(DATA PROVIDED begins)

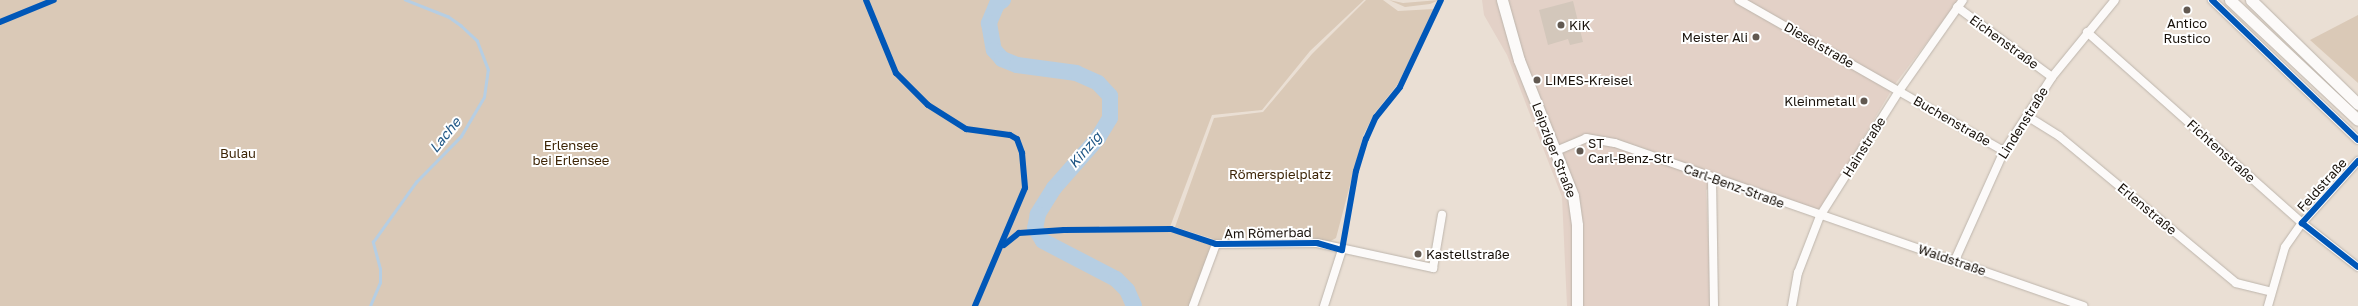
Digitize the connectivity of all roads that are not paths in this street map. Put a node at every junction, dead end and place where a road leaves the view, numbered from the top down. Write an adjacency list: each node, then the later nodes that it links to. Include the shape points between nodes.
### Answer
1 (1502, 0): 16 (main road, Leipziger Straße, via 1519,60)
2 (1739, 0): 11 (street, Dieselstraße)
3 (1963, 0): 8 (street, Hainstraße)
4 (2115, 0): 9 (street, Lindenstraße)
5 (2212, 0): 15 (street)
6 (2230, 0): 14 (main road)
7 (2251, 0): 12 (main road)
8 (1957, 7): 10 (street, Eichenstraße); 11 (street, Hainstraße)
9 (2087, 32): 10 (street, Lindenstraße); 22 (street, Fichtenstraße)
10 (2052, 77): 13 (street, Lindenstraße)
11 (1899, 91): 17 (street, Buchenstraße); 21 (street, Hainstraße)
12 (2358, 104)
13 (2027, 116): 17 (street, Lindenstraße); 26 (street, Erlenstraße, via 2059,136 2236,283)
14 (2358, 120)
15 (2358, 140)
16 (1556, 151): 19 (street, Carl-Benz-Straße, via 1586,138 1615,143); 29 (main road, Leipziger Straße, via 1576,209)
17 (2004, 151): 24 (street, Lindenstraße)
18 (2358, 161): 22 (street, Feldstraße)
19 (1712, 178): 21 (street, Carl-Benz-Straße); 30 (street)
20 (1442, 215): 23 (street, via 1433,268)
21 (1820, 216): 24 (street, Waldstraße); 31 (street, Hainstraße, via 1798,273)
22 (2302, 223): 25 (street, Fichtenstraße); 26 (street, Feldstraße, via 2285,247)
23 (1342, 250): 27 (street, Am Römerbad, via 1317,243 1216,244); 28 (street)
24 (1954, 260): 32 (street, Waldstraße)
25 (2358, 267)
26 (2271, 292): 33 (street, Feldstraße)
27 (1193, 306)
28 (1324, 306)
29 (1577, 306)
30 (1714, 306)
31 (1792, 306)
32 (2083, 306)
33 (2268, 306)

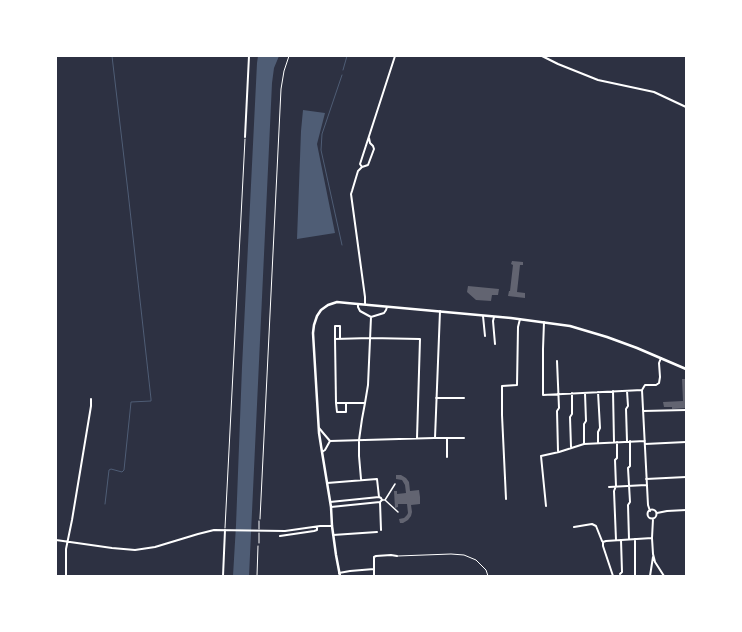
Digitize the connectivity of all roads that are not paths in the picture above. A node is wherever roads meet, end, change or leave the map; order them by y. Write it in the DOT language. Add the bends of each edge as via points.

(DATA PROVIDED ends)

Search the records for the string "points" and report each line that has it.

Digitize the connectivity of all roads that are not paths in this street map. Put a node at every junction, dead end and place where a road leaves the view, numbered from the top down. Write an adjacency list: each node, then the later nodes that it links to. Include the shape points between nodes.
Digitize the connectivity of all roads that are not paths in the picture above. A node is wherever roads meet, end, change or leave the map; order them by y. Write it in the DOT language. Add the bends of each edge as via points.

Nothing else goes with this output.